# Slp vs dvp confusion



## Evanston45 (Nov 28, 2021)

Hi folks…hoping someone can help clear up some confusion for me. We are buying a home that has a Heat and Glo Cosmo and wanted to change it out for a Mezzo. Someone mentioned that Mezzo uses DVP pipes and Cosmo has SLP. We have a fairly long run (with tight turns) through the family room to attic, so don’t want to swap out all the venting pipes. Is it true that the only way to get a Mezzo would be to swap all DVP for SLP or is there an easy connector that would allow me to keep the current pipes and swap the fireplace out? Thanks!


----------



## DAKSY (Nov 28, 2021)

You will have to contact your local H&G dealer & ask the Service Manager that question.
There may very well be an adapter available but it would have to be approved by H&G.


----------



## Lennox65 (Nov 29, 2021)

Evanston45 said:


> Hi folks…hoping someone can help clear up some confusion for me. We are buying a home that has a Heat and Glo Cosmo and wanted to change it out for a Mezzo.

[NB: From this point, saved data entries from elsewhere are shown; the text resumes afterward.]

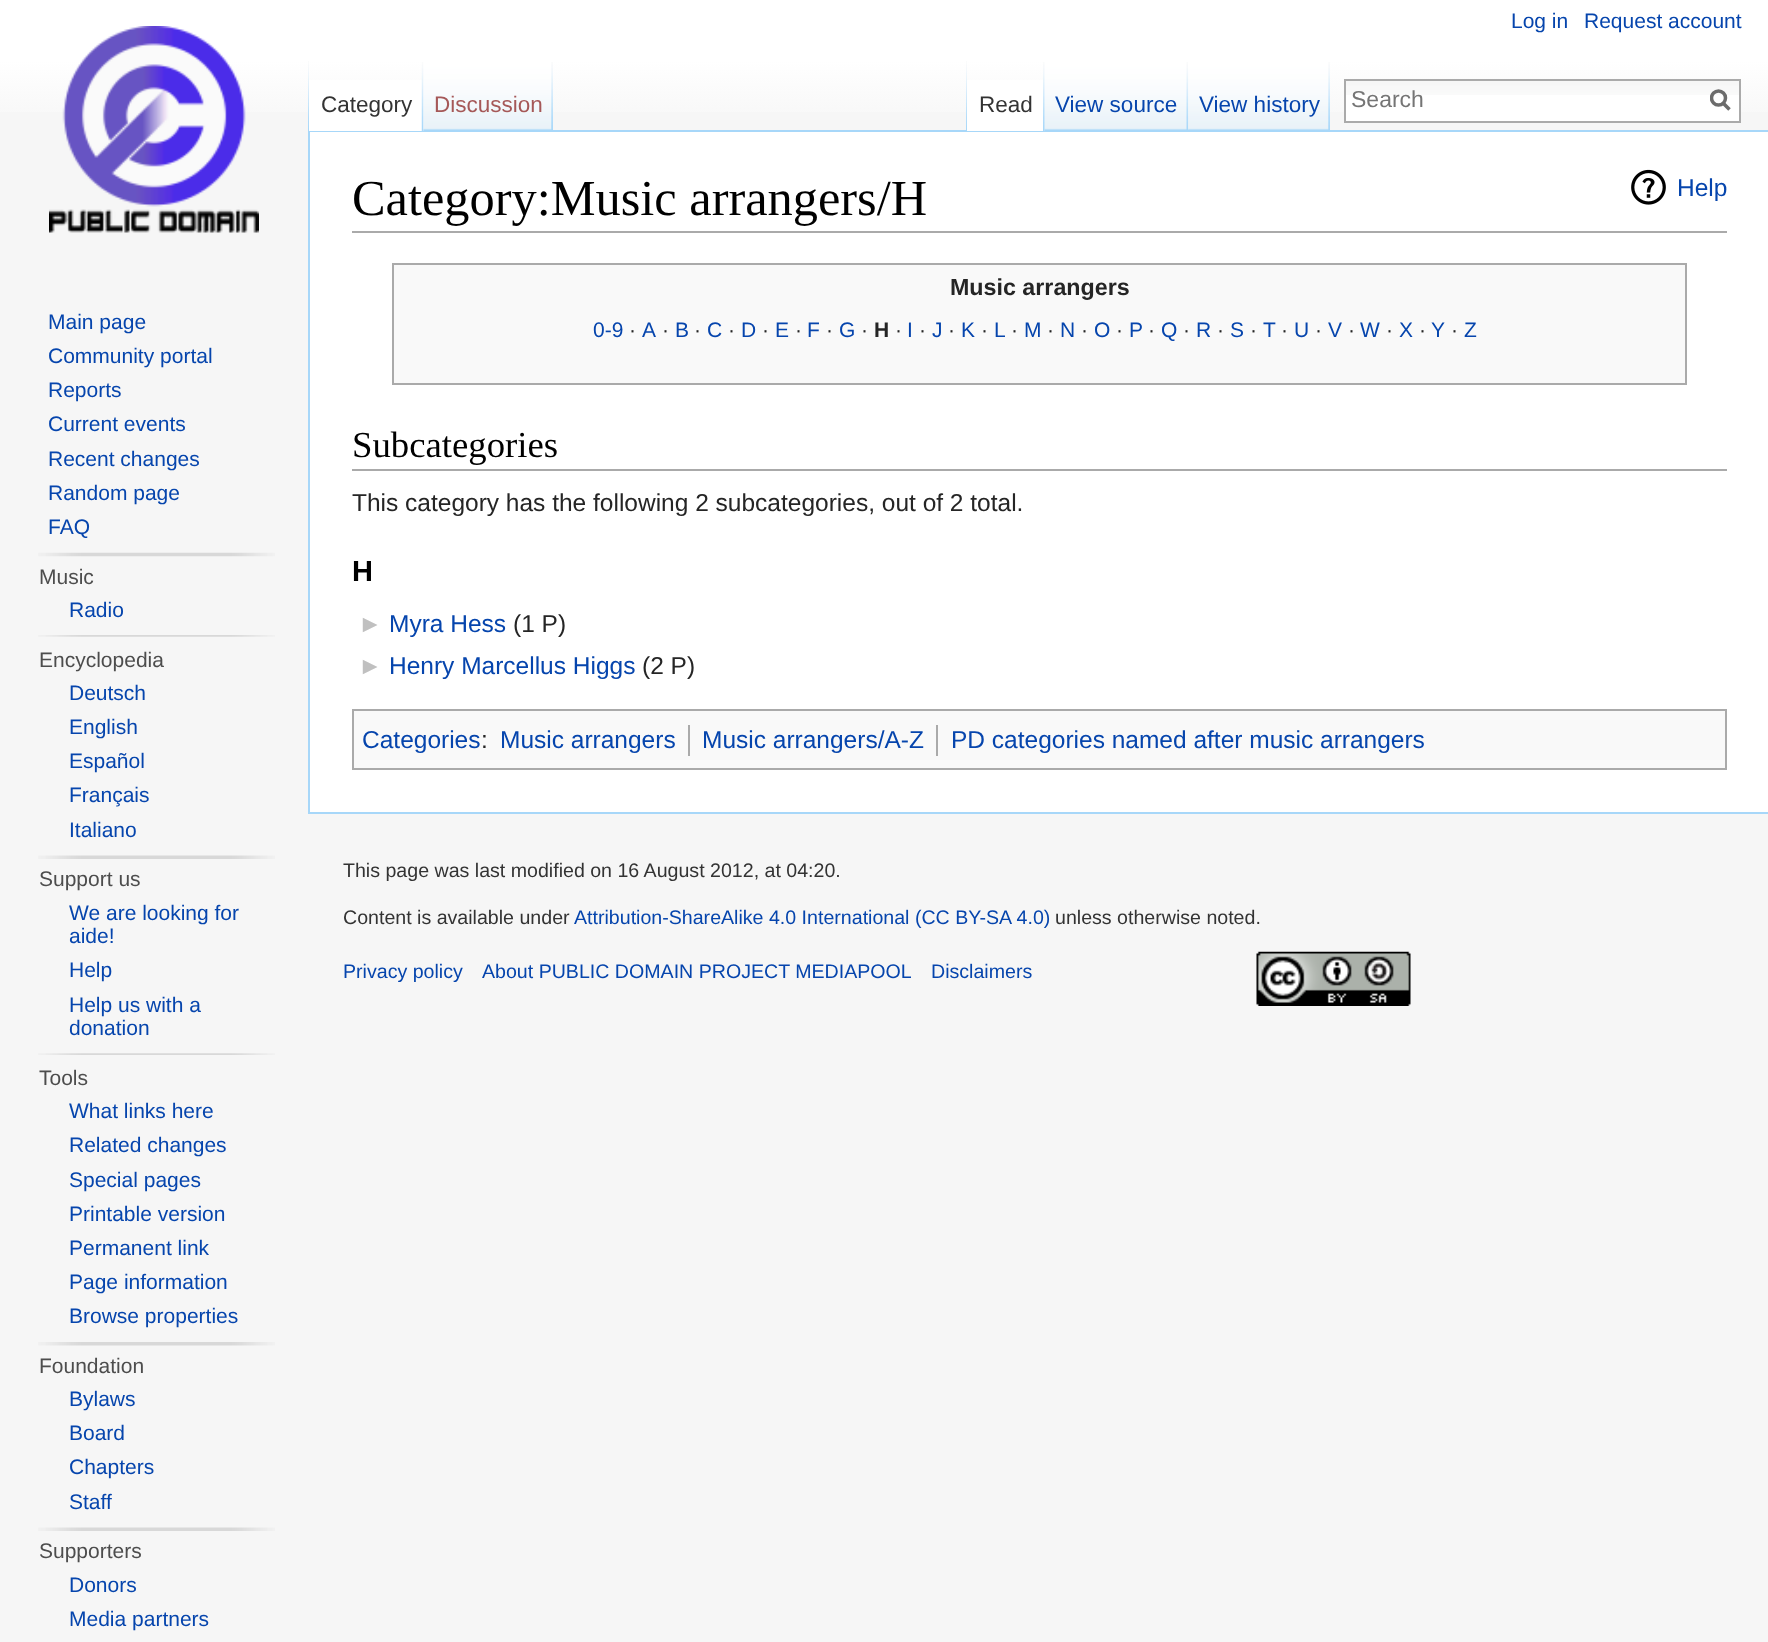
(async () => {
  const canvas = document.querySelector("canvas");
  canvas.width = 1768;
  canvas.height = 1642;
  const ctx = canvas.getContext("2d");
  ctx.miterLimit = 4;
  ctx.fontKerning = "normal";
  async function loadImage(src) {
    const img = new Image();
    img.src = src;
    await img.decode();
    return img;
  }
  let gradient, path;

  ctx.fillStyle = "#f6f6f6";
  ctx.fillRect(0, 0, 1768, 1642);
  gradient = ctx.createLinearGradient(885, -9, 885, 131);
  gradient.addColorStop(0.5, "#ffffff");
  gradient.addColorStop(1, "#f6f6f6");
  ctx.fillStyle = gradient;
  ctx.fillRect(0, 0, 1768, 112);
  ctx.drawImage(await loadImage("img/1.png"), 308, 61, 1, 69);
  for (const [x, y, w, h, color] of [
    [308, 130, 1460, 2, "#a7d7f9"],
    [308, 812, 1460, 2, "#a7d7f9"],
    [308, 130, 2, 684, "#a7d7f9"],
    [309, 80, 115, 51, "#ffffff"],
  ]) {
    ctx.fillStyle = color;
    ctx.fillRect(x, y, w, h);
  }
  ctx.drawImage(await loadImage("img/2.png"), 421, 62, 3, 69);
  ctx.drawImage(await loadImage("img/3.png"), 423, 61, 130, 70);
  ctx.drawImage(await loadImage("img/4.png"), 551, 62, 2, 68);
  ctx.drawImage(await loadImage("img/1.png"), 966, 61, 1, 69);
  ctx.fillRect(967, 80, 78, 51);
  ctx.drawImage(await loadImage("img/5.png"), 1043, 62, 2, 69);
  ctx.drawImage(await loadImage("img/6.png"), 1044, 61, 145, 70);
  ctx.drawImage(await loadImage("img/7.png"), 1186, 62, 3, 68);
  ctx.drawImage(await loadImage("img/8.png"), 1188, 61, 142, 70);
  ctx.drawImage(await loadImage("img/4.png"), 1328, 62, 2, 68);
  ctx.fillRect(1346, 95, 393, 26);
  ctx.drawImage(await loadImage("img/9.png"), 1346, 81, 393, 14);
  ctx.strokeStyle = "#aaaaaa";
  ctx.lineWidth = 2;
  ctx.strokeRect(1345, 80, 395, 42);
  path = new Path2D("M1729.5 109.5L1722.5 102.5");
  ctx.strokeStyle = "#6c6c6c";
  ctx.lineWidth = 3.5;
  ctx.stroke(path);
  ctx.save();
  ctx.beginPath();
  ctx.rect(1710, 89, 21, 23);
  ctx.clip();
  ctx.beginPath();
  ctx.arc(1718.5, 98, 7, 0, Math.PI * 2);
  ctx.stroke();
  ctx.restore();
  ctx.drawImage(await loadImage("img/10.png"), 49, 26, 210, 207);
  ctx.drawImage(await loadImage("img/11.png"), 38, 552, 237, 5);
  ctx.drawImage(await loadImage("img/12.png"), 38, 635, 237, 2);
  ctx.drawImage(await loadImage("img/13.png"), 38, 855, 237, 4);
  ctx.drawImage(await loadImage("img/14.png"), 38, 1053, 237, 2);
  ctx.drawImage(await loadImage("img/15.png"), 38, 1342, 237, 4);
  ctx.drawImage(await loadImage("img/13.png"), 38, 1527, 237, 4);
  ctx.fillRect(310, 132, 1458, 680);
  ctx.fillStyle = "#aaaaaa";
  ctx.fillRect(352, 231, 1375, 2);
  ctx.drawImage(await loadImage("img/16.png"), 1631, 169, 35, 36);
  ctx.fillStyle = "#f9f9f9";
  ctx.beginPath();
  ctx.rect(393, 264, 1293, 120);
  ctx.fill();
  ctx.strokeStyle = "#aaaaaa";
  ctx.lineWidth = 2;
  ctx.stroke();
  ctx.fillStyle = "#aaaaaa";
  ctx.fillRect(352, 469, 1375, 2);
  ctx.fillStyle = "#f9f9f9";
  ctx.beginPath();
  ctx.rect(353, 710, 1373, 59);
  ctx.fill();
  ctx.stroke();
  ctx.fillStyle = "#aaaaaa";
  ctx.fillRect(688, 725, 2, 31);
  ctx.fillRect(936, 725, 2, 31);
  ctx.drawImage(await loadImage("img/17.png"), 1256, 951, 155, 55);
  ctx.font = "21px Liberation Sans";
  ctx.fillStyle = "#0645ad";
  ctx.fillText("Log in", 1511, 28);
  ctx.fillText("Request account", 1584, 28);
  ctx.font = "22.5px Liberation Sans";
  ctx.fillStyle = "#333333";
  ctx.fillText("Category", 321, 112);
  ctx.fillStyle = "#a55858";
  ctx.fillText("Discussion", 434, 112);
  ctx.fillStyle = "#333333";
  ctx.fillText("Read", 979, 112);
  ctx.fillStyle = "#0645ad";
  ctx.fillText("View source", 1055, 112);
  ctx.fillText("View history", 1199, 112);
  ctx.font = "23px Liberation Sans";
  ctx.fillStyle = "#757575";
  ctx.fillText("Search", 1351, 107);
  ctx.font = "21px Liberation Sans";
  ctx.fillStyle = "#0645ad";
  for (const [text, x, y] of [
    ["Main page", 48, 329],
    ["Community portal", 48, 363],
    ["Reports", 48, 397],
    ["Current events", 48, 431],
    ["Recent changes", 48, 466],
    ["Random page", 48, 500],
    ["FAQ", 48, 534],
  ]) {
    ctx.fillText(text, x, y);
  }
  ctx.fillStyle = "#4d4d4d";
  ctx.fillText("Music", 39, 584);
  ctx.fillStyle = "#0645ad";
  ctx.fillText("Radio", 69, 617);
  ctx.fillStyle = "#4d4d4d";
  ctx.fillText("Encyclopedia", 39, 667);
  ctx.fillStyle = "#0645ad";
  for (const [text, x, y] of [
    ["Deutsch", 69, 700],
    ["English", 69, 734],
    ["Español", 69, 768],
    ["Français", 69, 802],
    ["Italiano", 69, 837],
  ]) {
    ctx.fillText(text, x, y);
  }
  ctx.fillStyle = "#4d4d4d";
  ctx.fillText("Support us", 39, 886);
  ctx.fillStyle = "#0645ad";
  for (const [text, x, y] of [
    ["We are looking for", 69, 920],
    ["aide!", 69, 943],
    ["Help", 69, 977],
    ["Help us with a", 69, 1012],
    ["donation", 69, 1035],
  ]) {
    ctx.fillText(text, x, y);
  }
  ctx.fillStyle = "#4d4d4d";
  ctx.fillText("Tools", 39, 1085);
  ctx.fillStyle = "#0645ad";
  for (const [text, x, y] of [
    ["What links here", 69, 1118],
    ["Related changes", 69, 1152],
    ["Special pages", 69, 1187],
    ["Printable version", 69, 1221],
    ["Permanent link", 69, 1255],
    ["Page information", 69, 1289],
    ["Browse properties", 69, 1323],
  ]) {
    ctx.fillText(text, x, y);
  }
  ctx.fillStyle = "#4d4d4d";
  ctx.fillText("Foundation", 39, 1373);
  ctx.fillStyle = "#0645ad";
  for (const [text, x, y] of [
    ["Bylaws", 69, 1406],
    ["Board", 69, 1440],
    ["Chapters", 69, 1474],
    ["Staff", 69, 1509],
  ]) {
    ctx.fillText(text, x, y);
  }
  ctx.fillStyle = "#4d4d4d";
  ctx.fillText("Supporters", 39, 1558);
  ctx.fillStyle = "#0645ad";
  ctx.fillText("Donors", 69, 1592);
  ctx.fillText("Media partners", 69, 1626);
  ctx.font = "50.4px Liberation Serif";
  ctx.fillStyle = "#000000";
  ctx.fillText("Category:Music arrangers/H", 352, 215);
  ctx.font = "24.5px Liberation Sans";
  ctx.fillStyle = "#0645ad";
  ctx.fillText("Help", 1677, 196);
  ctx.font = "bold 23.25px Liberation Sans";
  ctx.fillStyle = "#252525";
  ctx.fillText("Music arrangers", 950, 295);
  ctx.font = "21px Liberation Sans";
  ctx.fillStyle = "#0645ad";
  ctx.fillText("0-9", 593, 337);
  ctx.fillStyle = "#252525";
  ctx.fillText("·", 629, 337);
  ctx.fillStyle = "#0645ad";
  ctx.fillText("A", 642, 337);
  ctx.fillStyle = "#252525";
  ctx.fillText("·", 662, 337);
  ctx.fillStyle = "#0645ad";
  ctx.fillText("B", 675, 337);
  ctx.fillStyle = "#252525";
  ctx.fillText("·", 694, 337);
  ctx.fillStyle = "#0645ad";
  ctx.fillText("C", 707, 337);
  ctx.fillStyle = "#252525";
  ctx.fillText("·", 728, 337);
  ctx.fillStyle = "#0645ad";
  ctx.fillText("D", 741, 337);
  ctx.fillStyle = "#252525";
  ctx.fillText("·", 762, 337);
  ctx.fillStyle = "#0645ad";
  ctx.fillText("E", 775, 337);
  ctx.fillStyle = "#252525";
  ctx.fillText("·", 795, 337);
  ctx.fillStyle = "#0645ad";
  ctx.fillText("F", 807, 337);
  ctx.fillStyle = "#252525";
  ctx.fillText("·", 826, 337);
  ctx.fillStyle = "#0645ad";
  ctx.fillText("G", 839, 337);
  ctx.fillStyle = "#252525";
  ctx.fillText("·", 861, 337);
  ctx.font = "bold 21px Liberation Sans";
  ctx.fillText("H", 874, 337);
  ctx.font = "21px Liberation Sans";
  ctx.fillText("·", 895, 337);
  ctx.fillStyle = "#0645ad";
  ctx.fillText("I", 907, 337);
  ctx.fillStyle = "#252525";
  ctx.fillText("·", 919, 337);
  ctx.fillStyle = "#0645ad";
  ctx.fillText("J", 932, 337);
  ctx.fillStyle = "#252525";
  ctx.fillText("·", 948, 337);
  ctx.fillStyle = "#0645ad";
  ctx.fillText("K", 961, 337);
  ctx.fillStyle = "#252525";
  ctx.fillText("·", 981, 337);
  ctx.fillStyle = "#0645ad";
  ctx.fillText("L", 994, 337);
  ctx.fillStyle = "#252525";
  ctx.fillText("·", 1011, 337);
  ctx.fillStyle = "#0645ad";
  ctx.fillText("M", 1024, 337);
  ctx.fillStyle = "#252525";
  ctx.fillText("·", 1047, 337);
  ctx.fillStyle = "#0645ad";
  ctx.fillText("N", 1060, 337);
  ctx.fillStyle = "#252525";
  ctx.fillText("·", 1081, 337);
  ctx.fillStyle = "#0645ad";
  ctx.fillText("O", 1094, 337);
  ctx.fillStyle = "#252525";
  ctx.fillText("·", 1116, 337);
  ctx.fillStyle = "#0645ad";
  ctx.fillText("P", 1129, 337);
  ctx.fillStyle = "#252525";
  ctx.fillText("·", 1148, 337);
  ctx.fillStyle = "#0645ad";
  ctx.fillText("Q", 1161, 337);
  ctx.fillStyle = "#252525";
  ctx.fillText("·", 1183, 337);
  ctx.fillStyle = "#0645ad";
  ctx.fillText("R", 1196, 337);
  ctx.fillStyle = "#252525";
  ctx.fillText("·", 1217, 337);
  ctx.fillStyle = "#0645ad";
  ctx.fillText("S", 1230, 337);
  ctx.fillStyle = "#252525";
  ctx.fillText("·", 1250, 337);
  ctx.fillStyle = "#0645ad";
  ctx.fillText("T", 1263, 337);
  ctx.fillStyle = "#252525";
  ctx.fillText("·", 1281, 337);
  ctx.fillStyle = "#0645ad";
  ctx.fillText("U", 1294, 337);
  ctx.fillStyle = "#252525";
  ctx.fillText("·", 1315, 337);
  ctx.fillStyle = "#0645ad";
  ctx.fillText("V", 1328, 337);
  ctx.fillStyle = "#252525";
  ctx.fillText("·", 1348, 337);
  ctx.fillStyle = "#0645ad";
  ctx.fillText("W", 1360, 337);
  ctx.fillStyle = "#252525";
  ctx.fillText("·", 1386, 337);
  ctx.fillStyle = "#0645ad";
  ctx.fillText("X", 1399, 337);
  ctx.fillStyle = "#252525";
  ctx.fillText("·", 1419, 337);
  ctx.fillStyle = "#0645ad";
  ctx.fillText("Y", 1431, 337);
  ctx.fillStyle = "#252525";
  ctx.fillText("·", 1451, 337);
  ctx.fillStyle = "#0645ad";
  ctx.fillText("Z", 1464, 337);
  ctx.font = "36.75px Liberation Serif";
  ctx.fillStyle = "#000000";
  ctx.fillText("Subcategories", 352, 457);
  ctx.font = "24.5px Liberation Sans";
  ctx.fillStyle = "#252525";
  ctx.fillText("This category has the following 2 subcategories, out of 2 total.", 352, 511);
  ctx.font = "bold 29px Liberation Sans";
  ctx.fillStyle = "#000000";
  ctx.fillText("H", 352, 581);
  ctx.font = "24.5px Liberation Sans";
  ctx.fillStyle = "#c0c0c0";
  ctx.fillText("►", 358, 632);
  ctx.fillStyle = "#0645ad";
  ctx.fillText("Myra Hess", 389, 632);
  ctx.fillStyle = "#252525";
  ctx.fillText("(1 P)", 513, 632);
  ctx.fillStyle = "#c0c0c0";
  ctx.fillText("►", 358, 674);
  ctx.fillStyle = "#0645ad";
  ctx.fillText("Henry Marcellus Higgs", 389, 674);
  ctx.fillStyle = "#252525";
  ctx.fillText("(2 P)", 642, 674);
  ctx.fillStyle = "#0645ad";
  ctx.fillText("Categories", 362, 748);
  ctx.fillStyle = "#252525";
  ctx.fillText(":", 481, 748);
  ctx.fillStyle = "#0645ad";
  for (const [text, x, y] of [
    ["Music arrangers", 500, 748],
    ["Music arrangers/A-Z", 702, 748],
    ["PD categories named after music arrangers", 951, 748],
  ]) {
    ctx.fillText(text, x, y);
  }
  ctx.font = "19.6px Liberation Sans";
  ctx.fillStyle = "#333333";
  ctx.fillText("This page was last modified on 16 August 2012, at 04:20.", 343, 877);
  ctx.fillText("Content is available under", 343, 924);
  ctx.fillStyle = "#0645ad";
  ctx.fillText("Attribution-ShareAlike 4.0 International (CC BY-SA 4.0)", 574, 924);
  ctx.fillStyle = "#333333";
  ctx.fillText("unless otherwise noted.", 1055, 924);
  ctx.fillStyle = "#0645ad";
  for (const [text, x, y] of [
    ["Privacy policy", 343, 978],
    ["About PUBLIC DOMAIN PROJECT MEDIAPOOL", 482, 978],
    ["Disclaimers", 931, 978],
  ]) {
    ctx.fillText(text, x, y);
  }
})();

Someone mentioned that Mezzo uses DVP pipes and Cosmo has SLP. We have a fairly long run (with tight turns) through the family room to attic, so don’t want to swap out all the venting pipes. Is it true that the only way to get a Mezzo would be to swap all DVP for SLP or is there an easy connector that would allow me to keep the current pipes and swap the fireplace out? Thanks!


In some cases on some fireplaces, an adapter can be used to convert from DVP to SLP pipe but the Mezzo is not one of them. The only way to use that SLP pipe for a Mezzo would involve adding a power vent which would add at least $1500.00 to the cost.


----------